*** Opening Exercise inputs ***

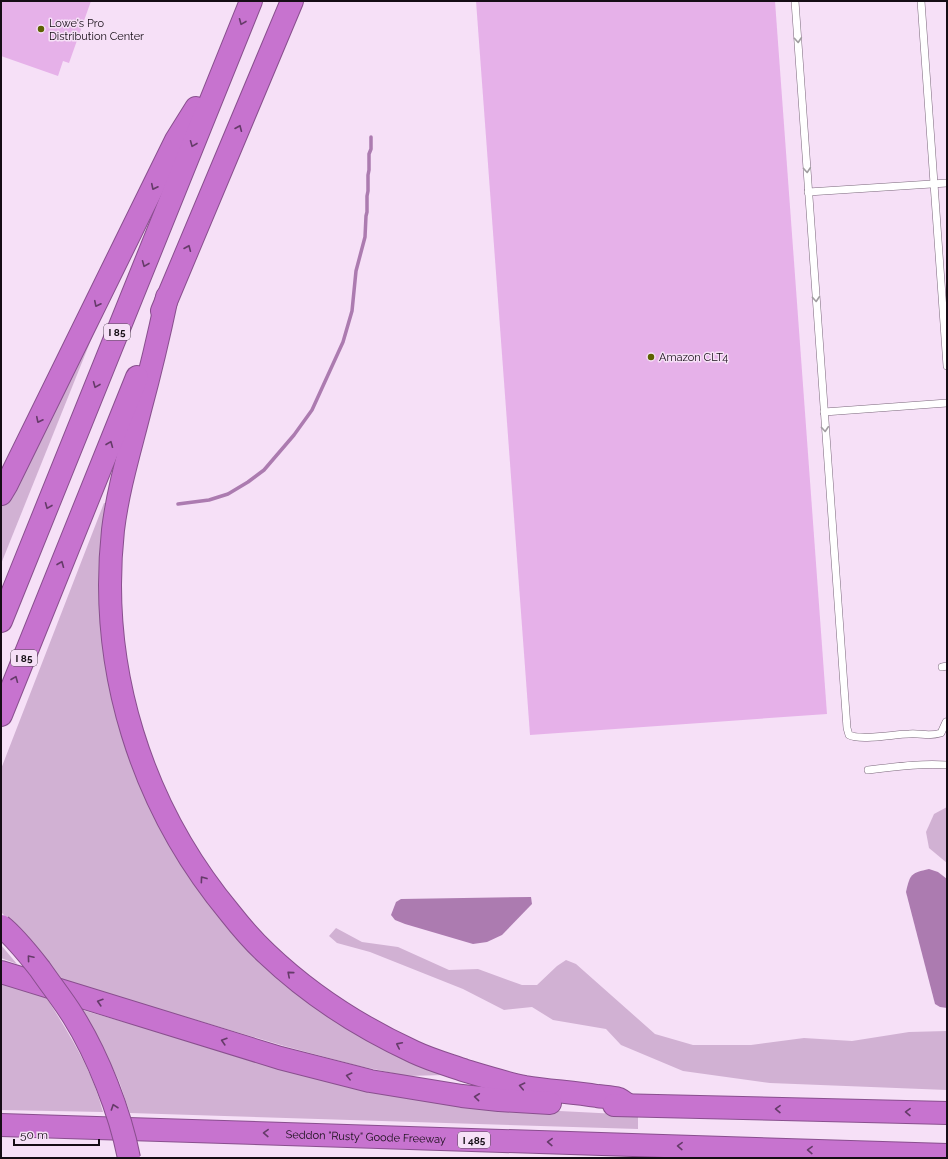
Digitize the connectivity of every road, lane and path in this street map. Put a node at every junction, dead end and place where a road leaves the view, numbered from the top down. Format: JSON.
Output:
{"nodes":[{"id":1,"x":251,"y":1,"type":"edge"},
{"id":2,"x":292,"y":1,"type":"edge"},
{"id":3,"x":795,"y":1,"type":"edge"},
{"id":4,"x":921,"y":1,"type":"edge"},
{"id":5,"x":234,"y":43,"type":"junction"},
{"id":6,"x":947,"y":183,"type":"edge"},
{"id":7,"x":934,"y":184,"type":"junction"},
{"id":8,"x":808,"y":192,"type":"junction"},
{"id":9,"x":167,"y":297,"type":"junction"},
{"id":10,"x":947,"y":366,"type":"edge"},
{"id":11,"x":947,"y":403,"type":"edge"},
{"id":12,"x":824,"y":412,"type":"junction"},
{"id":13,"x":1,"y":494,"type":"edge"},
{"id":14,"x":1,"y":621,"type":"edge"},
{"id":15,"x":1,"y":715,"type":"edge"},
{"id":16,"x":946,"y":722,"type":"edge"},
{"id":17,"x":947,"y":765,"type":"edge"},
{"id":18,"x":868,"y":770,"type":"dead end"},
{"id":19,"x":1,"y":926,"type":"edge"},
{"id":20,"x":1,"y":972,"type":"edge"},
{"id":21,"x":628,"y":1105,"type":"junction"},
{"id":22,"x":947,"y":1113,"type":"edge"},
{"id":23,"x":1,"y":1125,"type":"edge"},
{"id":24,"x":947,"y":1155,"type":"edge"},
{"id":25,"x":128,"y":1158,"type":"edge"}],
"edges":[{"from":1,"to":5,"type":"highway","number":"I 85","one_way":true},
{"from":9,"to":2,"type":"highway","number":"I 85","one_way":true},
{"from":3,"to":8,"type":"lane","one_way":true},
{"from":4,"to":7,"type":"lane"},
{"from":5,"to":13,"type":"highway","one_way":true},
{"from":5,"to":14,"type":"highway","number":"I 85","one_way":true},
{"from":6,"to":7,"type":"lane"},
{"from":7,"to":8,"type":"lane"},
{"from":7,"to":10,"type":"lane"},
{"from":8,"to":12,"type":"lane","one_way":true},
{"from":15,"to":9,"type":"highway","number":"I 85","one_way":true},
{"from":21,"to":9,"type":"highway","one_way":true},
{"from":11,"to":12,"type":"lane"},
{"from":12,"to":16,"type":"lane","one_way":true},
{"from":17,"to":18,"type":"lane"},
{"from":25,"to":19,"type":"highway","one_way":true,"bridge":true},
{"from":21,"to":20,"type":"highway","one_way":true},
{"from":22,"to":21,"type":"highway","one_way":true},
{"from":24,"to":23,"type":"highway","name":"Seddon \"Rusty\" Goode Freeway","number":"I 485","one_way":true}]}
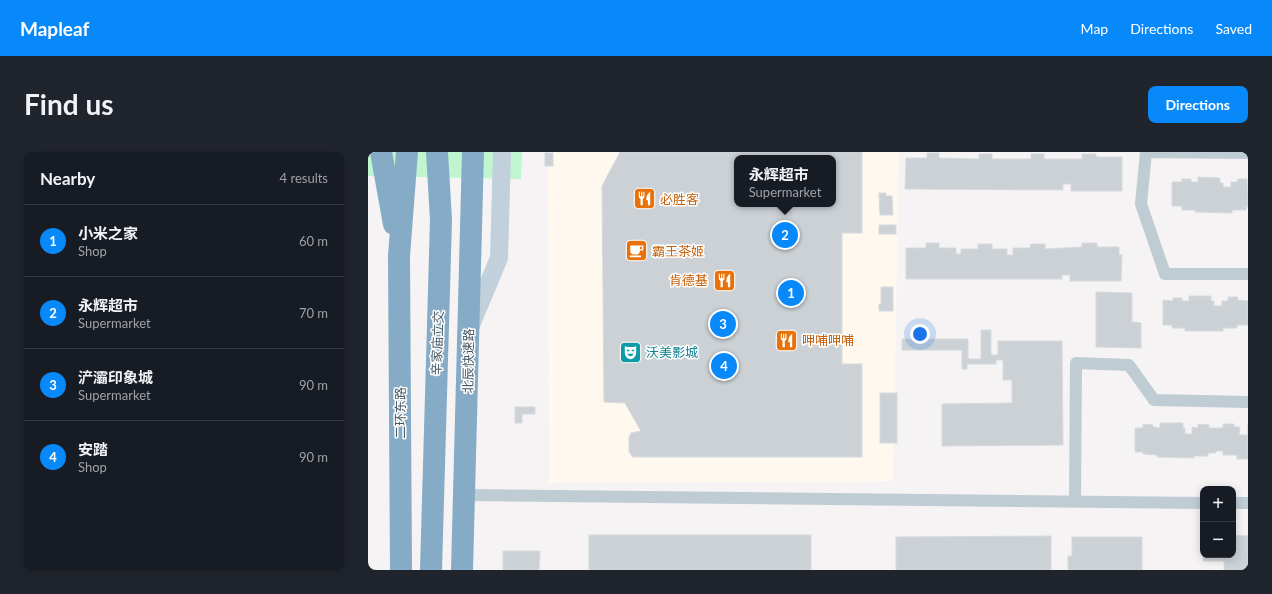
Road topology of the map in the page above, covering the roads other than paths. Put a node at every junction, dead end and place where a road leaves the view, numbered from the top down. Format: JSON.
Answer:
{"nodes":[{"id":1,"x":381,"y":152,"type":"edge"},
{"id":2,"x":407,"y":152,"type":"edge"},
{"id":3,"x":437,"y":152,"type":"edge"},
{"id":4,"x":474,"y":152,"type":"edge"},
{"id":5,"x":502,"y":152,"type":"edge"},
{"id":6,"x":1248,"y":153,"type":"edge"},
{"id":7,"x":399,"y":256,"type":"junction"},
{"id":8,"x":1248,"y":274,"type":"edge"},
{"id":9,"x":468,"y":332,"type":"junction"},
{"id":10,"x":1248,"y":402,"type":"edge"},
{"id":11,"x":465,"y":496,"type":"junction"},
{"id":12,"x":1075,"y":501,"type":"junction"},
{"id":13,"x":1200,"y":503,"type":"edge"},
{"id":14,"x":1236,"y":503,"type":"edge"},
{"id":15,"x":1248,"y":503,"type":"edge"},
{"id":16,"x":401,"y":570,"type":"edge"},
{"id":17,"x":431,"y":570,"type":"edge"},
{"id":18,"x":462,"y":570,"type":"edge"}],
"edges":[{"from":1,"to":7,"type":"highway"},
{"from":2,"to":7,"type":"highway"},
{"from":3,"to":17,"type":"highway","name":"辛家庙立交"},
{"from":4,"to":9,"type":"highway","name":"北辰快速路"},
{"from":5,"to":9,"type":"main road"},
{"from":6,"to":8,"type":"street"},
{"from":7,"to":16,"type":"highway","name":"二环东路"},
{"from":9,"to":11,"type":"highway","name":"北辰快速路"},
{"from":10,"to":12,"type":"street"},
{"from":11,"to":12,"type":"street"},
{"from":11,"to":18,"type":"highway","name":"北辰快速路"},
{"from":12,"to":13,"type":"street"},
{"from":14,"to":15,"type":"street"}]}
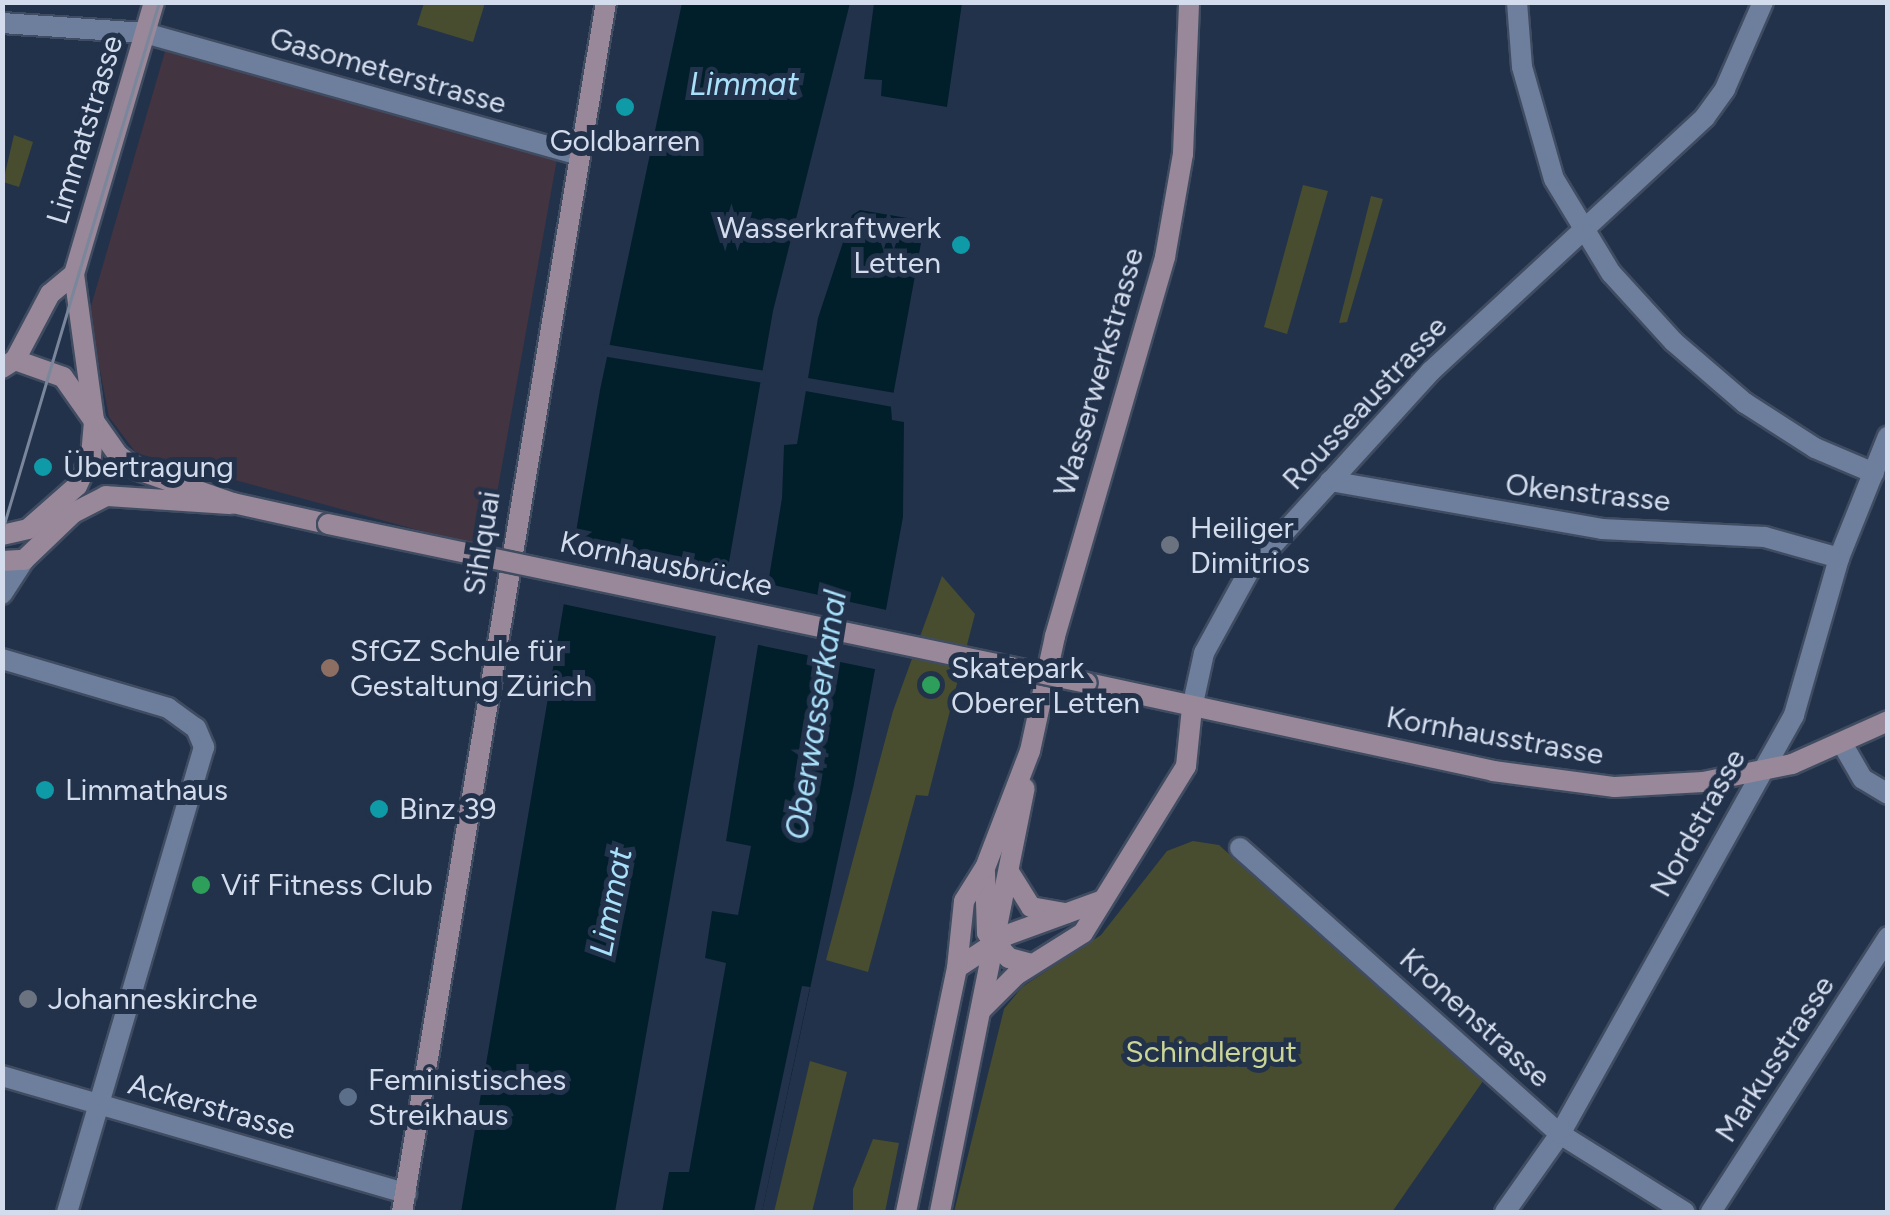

*** Closing Exercise inputs ***

Assignment
What the answer needs is every record above, exactly as written, and no pictures.

Answer section
Digitize the connectivity of every road, lane and path in this street map. Put a node at every junction, dead end and place where a road leaves the view, numbered from the top down. Format: JSON.
Output:
{"nodes":[{"id":1,"x":251,"y":1,"type":"edge"},
{"id":2,"x":292,"y":1,"type":"edge"},
{"id":3,"x":795,"y":1,"type":"edge"},
{"id":4,"x":921,"y":1,"type":"edge"},
{"id":5,"x":234,"y":43,"type":"junction"},
{"id":6,"x":947,"y":183,"type":"edge"},
{"id":7,"x":934,"y":184,"type":"junction"},
{"id":8,"x":808,"y":192,"type":"junction"},
{"id":9,"x":167,"y":297,"type":"junction"},
{"id":10,"x":947,"y":366,"type":"edge"},
{"id":11,"x":947,"y":403,"type":"edge"},
{"id":12,"x":824,"y":412,"type":"junction"},
{"id":13,"x":1,"y":494,"type":"edge"},
{"id":14,"x":1,"y":621,"type":"edge"},
{"id":15,"x":1,"y":715,"type":"edge"},
{"id":16,"x":946,"y":722,"type":"edge"},
{"id":17,"x":947,"y":765,"type":"edge"},
{"id":18,"x":868,"y":770,"type":"dead end"},
{"id":19,"x":1,"y":926,"type":"edge"},
{"id":20,"x":1,"y":972,"type":"edge"},
{"id":21,"x":628,"y":1105,"type":"junction"},
{"id":22,"x":947,"y":1113,"type":"edge"},
{"id":23,"x":1,"y":1125,"type":"edge"},
{"id":24,"x":947,"y":1155,"type":"edge"},
{"id":25,"x":128,"y":1158,"type":"edge"}],
"edges":[{"from":1,"to":5,"type":"highway","number":"I 85","one_way":true},
{"from":9,"to":2,"type":"highway","number":"I 85","one_way":true},
{"from":3,"to":8,"type":"lane","one_way":true},
{"from":4,"to":7,"type":"lane"},
{"from":5,"to":13,"type":"highway","one_way":true},
{"from":5,"to":14,"type":"highway","number":"I 85","one_way":true},
{"from":6,"to":7,"type":"lane"},
{"from":7,"to":8,"type":"lane"},
{"from":7,"to":10,"type":"lane"},
{"from":8,"to":12,"type":"lane","one_way":true},
{"from":15,"to":9,"type":"highway","number":"I 85","one_way":true},
{"from":21,"to":9,"type":"highway","one_way":true},
{"from":11,"to":12,"type":"lane"},
{"from":12,"to":16,"type":"lane","one_way":true},
{"from":17,"to":18,"type":"lane"},
{"from":25,"to":19,"type":"highway","one_way":true,"bridge":true},
{"from":21,"to":20,"type":"highway","one_way":true},
{"from":22,"to":21,"type":"highway","one_way":true},
{"from":24,"to":23,"type":"highway","name":"Seddon \"Rusty\" Goode Freeway","number":"I 485","one_way":true}]}
Road topology of the map in the page above, covering the roads other than paths. Put a node at every junction, dead end and place where a road leaves the view, numbered from the top down. Format: JSON.
Answer:
{"nodes":[{"id":1,"x":381,"y":152,"type":"edge"},
{"id":2,"x":407,"y":152,"type":"edge"},
{"id":3,"x":437,"y":152,"type":"edge"},
{"id":4,"x":474,"y":152,"type":"edge"},
{"id":5,"x":502,"y":152,"type":"edge"},
{"id":6,"x":1248,"y":153,"type":"edge"},
{"id":7,"x":399,"y":256,"type":"junction"},
{"id":8,"x":1248,"y":274,"type":"edge"},
{"id":9,"x":468,"y":332,"type":"junction"},
{"id":10,"x":1248,"y":402,"type":"edge"},
{"id":11,"x":465,"y":496,"type":"junction"},
{"id":12,"x":1075,"y":501,"type":"junction"},
{"id":13,"x":1200,"y":503,"type":"edge"},
{"id":14,"x":1236,"y":503,"type":"edge"},
{"id":15,"x":1248,"y":503,"type":"edge"},
{"id":16,"x":401,"y":570,"type":"edge"},
{"id":17,"x":431,"y":570,"type":"edge"},
{"id":18,"x":462,"y":570,"type":"edge"}],
"edges":[{"from":1,"to":7,"type":"highway"},
{"from":2,"to":7,"type":"highway"},
{"from":3,"to":17,"type":"highway","name":"辛家庙立交"},
{"from":4,"to":9,"type":"highway","name":"北辰快速路"},
{"from":5,"to":9,"type":"main road"},
{"from":6,"to":8,"type":"street"},
{"from":7,"to":16,"type":"highway","name":"二环东路"},
{"from":9,"to":11,"type":"highway","name":"北辰快速路"},
{"from":10,"to":12,"type":"street"},
{"from":11,"to":12,"type":"street"},
{"from":11,"to":18,"type":"highway","name":"北辰快速路"},
{"from":12,"to":13,"type":"street"},
{"from":14,"to":15,"type":"street"}]}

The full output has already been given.